By implementing a structured process for content development, review, and maintenance, you can ensure that your customer education program delivers reliable, high-quality information that empowers your customers to maximize the value they derive from your product or service.
Measuring success to get leadership buy-in
Measuring the success of a digital education program involves tracking various metrics across different phases, from content development and learner engagement to the program's impact on business KPIs such as renewal rates and product adoption.
These metrics provide a comprehensive view of the program's effectiveness and help in securing continued support from leadership by demonstrating ROI. Here's a breakdown of the three phases we recommend you follow:
PHASE 1: 6 MONTHS | PHASE 2: 6-12 MONTHS | PHASE 3: 12 MONTHS+ |
---|---|---|
Focus metrics on content development status and launch readiness: |
Shift to usage and reaction metrics show- casing learner engagement: |
Expand metrics to correlate education impact on business KPIs: |
✅ Course completion rates | ✅ Registration rates | ✅ Customer renewal rates |
✅ Content volume developed | ✅ Ratio of active learners | ✅ Product adoption levels |
✅ Subject matter expert input secured |
✅ Course satisfaction scores | ✅ Reduced support tickets |
- |
✅ Self-reported confidence gains |
- |
While later phase metrics offer the most meaningful ROI insights, we suggest you recognize data dependencies and set leadership expectations accordingly within regular check-ins.
It's also essential to communicate the value of customer education programs to leadership by tying them to broader business objectives. For instance, you could demonstrate how improved product knowledge and adoption among customers can lead to increased customer lifetime value, reduced churn rates, and even opportunities for upselling and cross-selling.

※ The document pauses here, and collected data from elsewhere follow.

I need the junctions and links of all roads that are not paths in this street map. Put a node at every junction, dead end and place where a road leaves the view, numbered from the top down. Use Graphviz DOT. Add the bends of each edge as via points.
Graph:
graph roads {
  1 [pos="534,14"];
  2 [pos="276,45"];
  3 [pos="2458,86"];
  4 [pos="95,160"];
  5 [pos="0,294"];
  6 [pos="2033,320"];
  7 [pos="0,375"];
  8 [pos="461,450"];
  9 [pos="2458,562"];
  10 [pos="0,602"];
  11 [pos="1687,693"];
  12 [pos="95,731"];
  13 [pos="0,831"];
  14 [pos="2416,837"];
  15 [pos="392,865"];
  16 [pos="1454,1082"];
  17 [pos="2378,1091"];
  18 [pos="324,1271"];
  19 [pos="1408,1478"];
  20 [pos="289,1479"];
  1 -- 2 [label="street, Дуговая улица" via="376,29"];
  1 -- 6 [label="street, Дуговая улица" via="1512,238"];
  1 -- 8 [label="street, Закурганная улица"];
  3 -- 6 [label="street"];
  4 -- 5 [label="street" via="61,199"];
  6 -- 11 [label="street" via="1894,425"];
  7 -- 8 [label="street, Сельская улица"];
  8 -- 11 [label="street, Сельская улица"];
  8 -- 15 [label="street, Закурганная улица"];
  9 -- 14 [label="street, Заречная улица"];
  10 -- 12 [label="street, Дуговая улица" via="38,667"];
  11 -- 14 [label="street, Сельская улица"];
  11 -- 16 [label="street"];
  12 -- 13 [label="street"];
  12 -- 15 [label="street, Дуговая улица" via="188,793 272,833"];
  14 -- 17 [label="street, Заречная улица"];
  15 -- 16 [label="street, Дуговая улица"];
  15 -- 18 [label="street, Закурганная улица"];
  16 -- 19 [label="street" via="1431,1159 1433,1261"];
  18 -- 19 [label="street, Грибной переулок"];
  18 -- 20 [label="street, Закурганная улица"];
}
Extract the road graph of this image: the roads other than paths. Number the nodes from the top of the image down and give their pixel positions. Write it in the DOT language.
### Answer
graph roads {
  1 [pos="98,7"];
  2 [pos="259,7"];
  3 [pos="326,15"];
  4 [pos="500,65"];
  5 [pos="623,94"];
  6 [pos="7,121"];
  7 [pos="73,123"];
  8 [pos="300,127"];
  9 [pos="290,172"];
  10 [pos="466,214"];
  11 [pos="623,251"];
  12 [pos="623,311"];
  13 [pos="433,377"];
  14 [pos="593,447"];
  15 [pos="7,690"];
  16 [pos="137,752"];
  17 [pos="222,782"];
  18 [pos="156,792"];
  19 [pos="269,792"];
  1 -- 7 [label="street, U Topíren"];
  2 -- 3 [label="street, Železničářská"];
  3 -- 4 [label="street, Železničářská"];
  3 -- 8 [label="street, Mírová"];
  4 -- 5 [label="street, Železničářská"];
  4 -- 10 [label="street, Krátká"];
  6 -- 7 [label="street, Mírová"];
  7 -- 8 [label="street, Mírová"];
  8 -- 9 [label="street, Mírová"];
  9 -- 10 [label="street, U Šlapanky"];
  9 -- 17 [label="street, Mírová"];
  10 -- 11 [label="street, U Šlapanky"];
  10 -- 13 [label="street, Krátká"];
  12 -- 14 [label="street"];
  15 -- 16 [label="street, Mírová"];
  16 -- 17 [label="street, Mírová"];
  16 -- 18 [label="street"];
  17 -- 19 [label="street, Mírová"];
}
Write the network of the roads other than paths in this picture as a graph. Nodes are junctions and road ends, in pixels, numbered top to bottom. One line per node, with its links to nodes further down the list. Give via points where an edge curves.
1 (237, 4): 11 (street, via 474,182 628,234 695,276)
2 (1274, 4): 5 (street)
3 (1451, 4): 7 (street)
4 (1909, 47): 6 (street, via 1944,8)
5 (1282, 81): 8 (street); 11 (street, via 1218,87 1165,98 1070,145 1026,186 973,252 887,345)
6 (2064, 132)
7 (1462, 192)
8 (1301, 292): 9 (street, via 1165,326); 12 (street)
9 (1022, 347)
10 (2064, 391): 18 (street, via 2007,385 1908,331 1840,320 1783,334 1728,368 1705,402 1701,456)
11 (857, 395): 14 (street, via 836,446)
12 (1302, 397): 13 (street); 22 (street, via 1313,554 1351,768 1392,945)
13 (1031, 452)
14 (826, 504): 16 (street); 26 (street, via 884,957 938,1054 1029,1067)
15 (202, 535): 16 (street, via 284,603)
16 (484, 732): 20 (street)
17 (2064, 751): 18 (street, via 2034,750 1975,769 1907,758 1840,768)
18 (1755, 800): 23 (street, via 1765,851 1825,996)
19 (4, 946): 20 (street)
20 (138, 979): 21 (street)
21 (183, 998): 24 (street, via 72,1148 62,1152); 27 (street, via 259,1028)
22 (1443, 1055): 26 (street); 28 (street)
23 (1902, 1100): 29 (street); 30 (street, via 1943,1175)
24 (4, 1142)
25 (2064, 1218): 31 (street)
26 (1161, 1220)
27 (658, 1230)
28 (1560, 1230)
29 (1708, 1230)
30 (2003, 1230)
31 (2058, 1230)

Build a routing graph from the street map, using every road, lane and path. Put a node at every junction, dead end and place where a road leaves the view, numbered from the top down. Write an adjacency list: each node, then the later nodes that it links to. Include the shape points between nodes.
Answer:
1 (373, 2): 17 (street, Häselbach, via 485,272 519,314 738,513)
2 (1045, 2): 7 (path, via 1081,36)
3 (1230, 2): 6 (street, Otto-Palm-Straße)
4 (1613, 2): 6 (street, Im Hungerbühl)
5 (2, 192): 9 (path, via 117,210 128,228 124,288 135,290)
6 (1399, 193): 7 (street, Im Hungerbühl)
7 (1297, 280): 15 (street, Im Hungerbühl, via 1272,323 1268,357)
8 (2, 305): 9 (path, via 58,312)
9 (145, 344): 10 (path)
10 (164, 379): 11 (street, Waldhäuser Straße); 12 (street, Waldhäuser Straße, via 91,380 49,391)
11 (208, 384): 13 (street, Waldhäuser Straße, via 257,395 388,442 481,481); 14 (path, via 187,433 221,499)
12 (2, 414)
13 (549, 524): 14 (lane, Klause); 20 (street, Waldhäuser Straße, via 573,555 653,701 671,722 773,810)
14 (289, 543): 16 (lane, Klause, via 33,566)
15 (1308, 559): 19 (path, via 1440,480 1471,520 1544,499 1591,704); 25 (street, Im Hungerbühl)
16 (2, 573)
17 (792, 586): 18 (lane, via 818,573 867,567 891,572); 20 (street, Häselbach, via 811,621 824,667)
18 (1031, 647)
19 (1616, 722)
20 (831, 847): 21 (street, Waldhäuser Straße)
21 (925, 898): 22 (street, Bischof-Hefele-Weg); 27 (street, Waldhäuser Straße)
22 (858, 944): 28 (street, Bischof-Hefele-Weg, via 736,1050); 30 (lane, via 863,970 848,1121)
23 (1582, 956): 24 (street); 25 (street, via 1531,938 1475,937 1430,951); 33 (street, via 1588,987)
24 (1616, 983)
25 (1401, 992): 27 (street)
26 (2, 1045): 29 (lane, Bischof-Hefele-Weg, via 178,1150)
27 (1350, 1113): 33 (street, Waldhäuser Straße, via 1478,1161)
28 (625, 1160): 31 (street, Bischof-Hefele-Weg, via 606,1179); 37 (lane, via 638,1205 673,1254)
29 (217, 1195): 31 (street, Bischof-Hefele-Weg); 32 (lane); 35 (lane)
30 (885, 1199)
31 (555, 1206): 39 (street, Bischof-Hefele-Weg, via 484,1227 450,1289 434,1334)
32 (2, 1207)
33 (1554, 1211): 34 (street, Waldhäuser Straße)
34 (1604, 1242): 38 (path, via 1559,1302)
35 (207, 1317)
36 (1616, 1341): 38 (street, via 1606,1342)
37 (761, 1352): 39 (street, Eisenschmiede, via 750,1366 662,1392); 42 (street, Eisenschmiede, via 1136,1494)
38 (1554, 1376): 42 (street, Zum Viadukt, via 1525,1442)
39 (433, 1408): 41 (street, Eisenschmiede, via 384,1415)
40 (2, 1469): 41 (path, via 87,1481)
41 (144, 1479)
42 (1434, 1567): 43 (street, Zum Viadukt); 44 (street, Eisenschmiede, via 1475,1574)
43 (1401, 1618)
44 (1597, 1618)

By presenting a clear ROI and aligning the customer education program with strategic business goals, you can gain leadership buy-in and secure the necessary resources and support for its successful implementation and ongoing improvement.
Final thoughts about customer education
The shift towards digital customer education is a strategic imperative for organizations aiming to enhance customer loyalty and competitive advantage.
By offering structured, self-paced, and interactive learning experiences, businesses can meet modern consumers' expectations, improve satisfaction, and drive loyalty. The integration of digital education platforms not only benefits customers but also optimizes business operations, making it a win-win strategy for advancing customer success initiatives.
As customer expectations continue to evolve, positioning continuous learning at the heart of customer relationships will be key to maintaining relevance and fostering lasting customer loyalty. By empowering customers with the knowledge and skills they need to fully leverage your products or services, you not only create a superior customer experience but also cultivate a loyal and engaged user base.
So in an era where customer loyalty is the ultimate currency, investing in digital customer education is a wise and future-proof strategy. By prioritizing continuous learning and knowledge transfer, businesses can differentiate themselves, build stronger relationships with their customers, and ultimately drive long-term growth and success.